В последних классах школы мне больше нравились гуманитарные предметы, чем точные. Исключение, пожалуй, составляла биология, где со стен биологического кабинета на нас хмуро взирали с портретов Трофим Лысенко, Исаак Презент и еще какие-то мрачные личности. Физику у нас в восьмом классе преподавала некая Мария Леонтьевна, женщина средних лет, грузная и косноязычная, с тяжелым неподвижным взглядом бесцветных глаз, от которой за версту веяло холодом и полным равнодушием к своему предмету. Я боялся ее гипнотического взгляда, как кролик боится взгляда кобры. В десятом классе ее сменил высокий, узкоплечий и худой Владимир Александрович со впалыми щеками многолетнего курильщика и цепкими презрительными глазами, щеголявший во флотском офицерском кителе и заявивший как-то моему однокласснику Леве Лозовскому, отличавшемуся вопиющей еврейской внешностью: «Зря стараешься. Таким, как ты, я все равно больше тройки никогда ставить не буду, чтобы вы в вузы потом не лезли». Может быть, поэтому никакой привязанности к физике я не испытывал в то время.
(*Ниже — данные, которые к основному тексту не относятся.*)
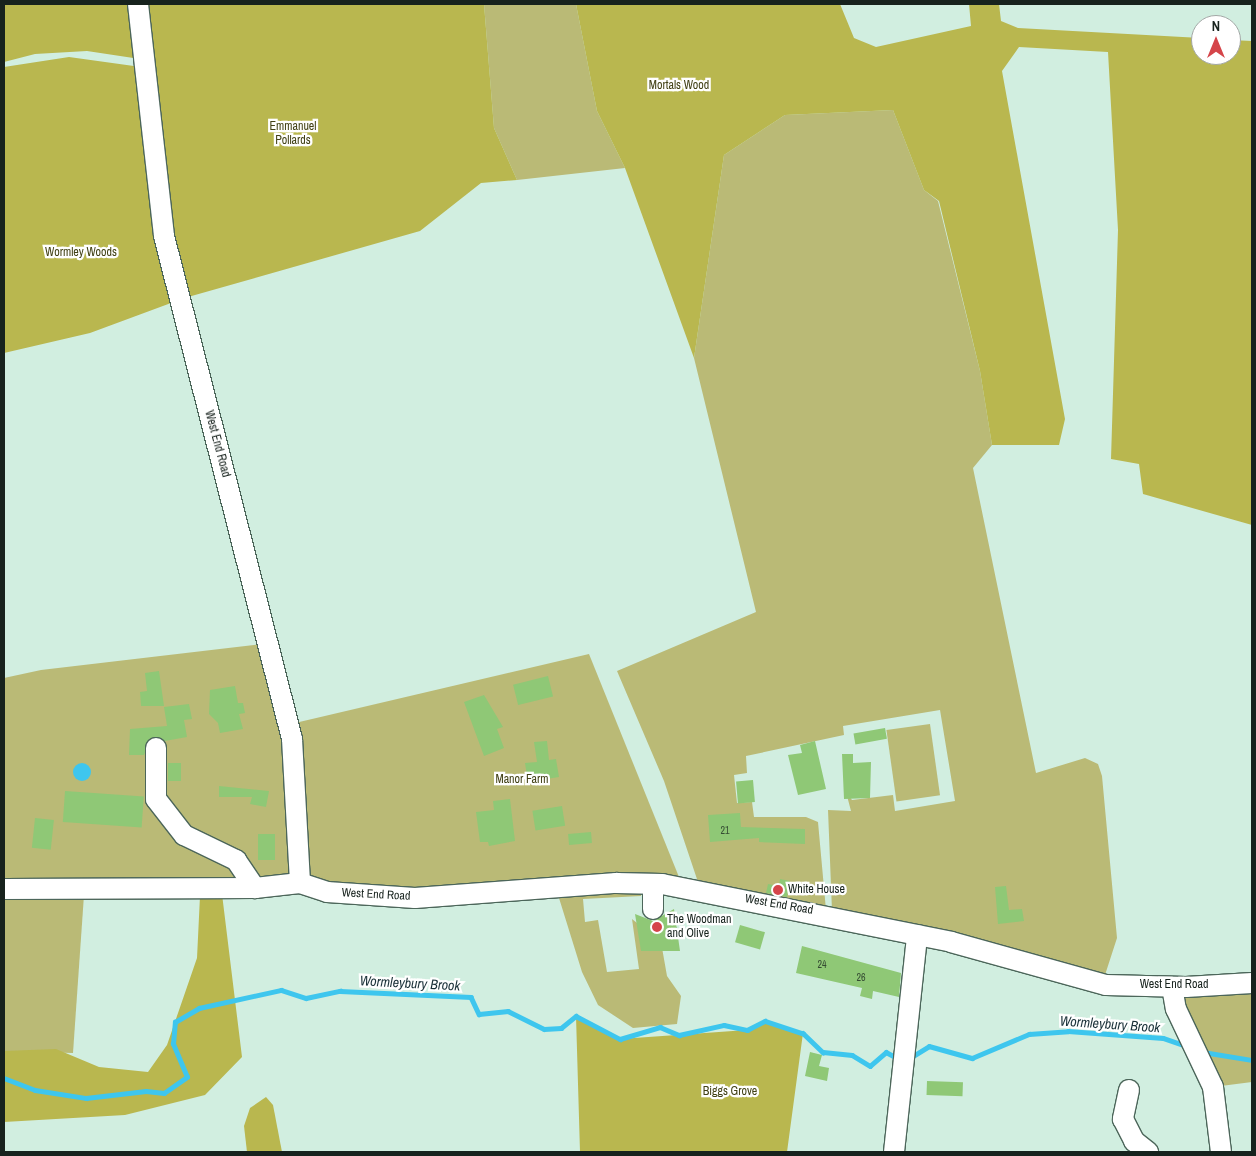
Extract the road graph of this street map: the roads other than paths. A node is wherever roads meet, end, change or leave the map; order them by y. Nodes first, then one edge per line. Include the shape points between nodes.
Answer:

Да, еще нелады у меня были с физкультурой. Я был худосочный послеблокадный мальчик, в эвакуации болел и всегда, как орудий пытки, пугался всяких спортивных снарядов. У нас был замечательный физкультурник, Георгий Владимирович Старов, в прошлом заслуженный мастер спорта, который воспитал не одно поколение спортсменов. Со мной ему явно не везло.
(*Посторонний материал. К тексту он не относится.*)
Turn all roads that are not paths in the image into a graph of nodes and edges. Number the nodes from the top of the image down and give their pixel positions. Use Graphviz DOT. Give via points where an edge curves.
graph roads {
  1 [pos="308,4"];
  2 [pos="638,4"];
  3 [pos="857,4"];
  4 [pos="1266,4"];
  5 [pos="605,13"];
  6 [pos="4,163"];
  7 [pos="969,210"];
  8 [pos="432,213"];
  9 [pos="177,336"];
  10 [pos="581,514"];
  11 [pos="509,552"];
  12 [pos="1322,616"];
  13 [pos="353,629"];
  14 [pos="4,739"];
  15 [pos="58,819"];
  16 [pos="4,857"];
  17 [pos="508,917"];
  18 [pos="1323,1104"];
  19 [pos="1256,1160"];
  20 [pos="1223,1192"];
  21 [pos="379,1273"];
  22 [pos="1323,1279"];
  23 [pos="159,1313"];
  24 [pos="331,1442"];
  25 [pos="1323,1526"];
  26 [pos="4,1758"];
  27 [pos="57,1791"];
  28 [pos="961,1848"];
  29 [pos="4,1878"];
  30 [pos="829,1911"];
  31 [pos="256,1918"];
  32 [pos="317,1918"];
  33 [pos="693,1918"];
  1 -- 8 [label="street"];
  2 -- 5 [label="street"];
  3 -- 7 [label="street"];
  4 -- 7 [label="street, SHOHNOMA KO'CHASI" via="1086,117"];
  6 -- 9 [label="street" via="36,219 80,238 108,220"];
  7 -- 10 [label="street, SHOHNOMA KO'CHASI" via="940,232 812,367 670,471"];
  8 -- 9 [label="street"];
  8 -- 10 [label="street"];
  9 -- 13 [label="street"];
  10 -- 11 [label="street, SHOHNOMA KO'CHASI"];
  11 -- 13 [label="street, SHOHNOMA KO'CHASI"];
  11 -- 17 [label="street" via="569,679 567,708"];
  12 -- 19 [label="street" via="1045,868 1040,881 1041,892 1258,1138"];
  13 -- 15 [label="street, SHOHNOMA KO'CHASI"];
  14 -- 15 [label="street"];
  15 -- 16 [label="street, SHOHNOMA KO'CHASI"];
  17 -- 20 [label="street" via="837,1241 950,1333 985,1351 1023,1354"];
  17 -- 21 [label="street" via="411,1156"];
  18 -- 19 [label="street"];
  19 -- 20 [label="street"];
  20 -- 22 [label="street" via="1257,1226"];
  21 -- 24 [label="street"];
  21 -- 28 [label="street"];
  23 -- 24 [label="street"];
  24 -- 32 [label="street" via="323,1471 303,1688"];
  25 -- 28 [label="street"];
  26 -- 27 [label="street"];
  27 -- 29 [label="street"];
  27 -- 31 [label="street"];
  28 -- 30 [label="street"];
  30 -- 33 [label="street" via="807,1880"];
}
Математику же преподавал замечательный человек Александр Павлович Григал, прекрасно знавший свой предмет, но грозный и строгий. В нашем девятом «Б» учился высокий крепыш по фамилии Синица, носивший на своей широкой груди множество спортивных значков. (Уже в девятом классе он занимался в юношеской спортивной школе и был разрядником по нескольким видам спорта.) С математикой он систематически был не в ладах. Каждый раз, когда Григал громовым своим голосом зачитывал оценки за очередную контрольную, он начинал с отличников: «Камский – пять, Темкин – пять, Капинос – пять…» Потом шли четверки, тройки и двойки. Заканчивал же он всегда в рифму: «Синица – единица!» Меня он тоже не особенно жаловал, так что выше четверки я у него обычно не поднимался.
Совсем другое дело – литература и история. Литературу в восьмом и девятом вела худенькая и некрасивая Лариса Михайловна, со старомодной косой и высоким восторженным голосом старой девы. Я у нее, конечно, был на самом хорошем счету, так как с литературой, которую любил, проблем никогда не возникало.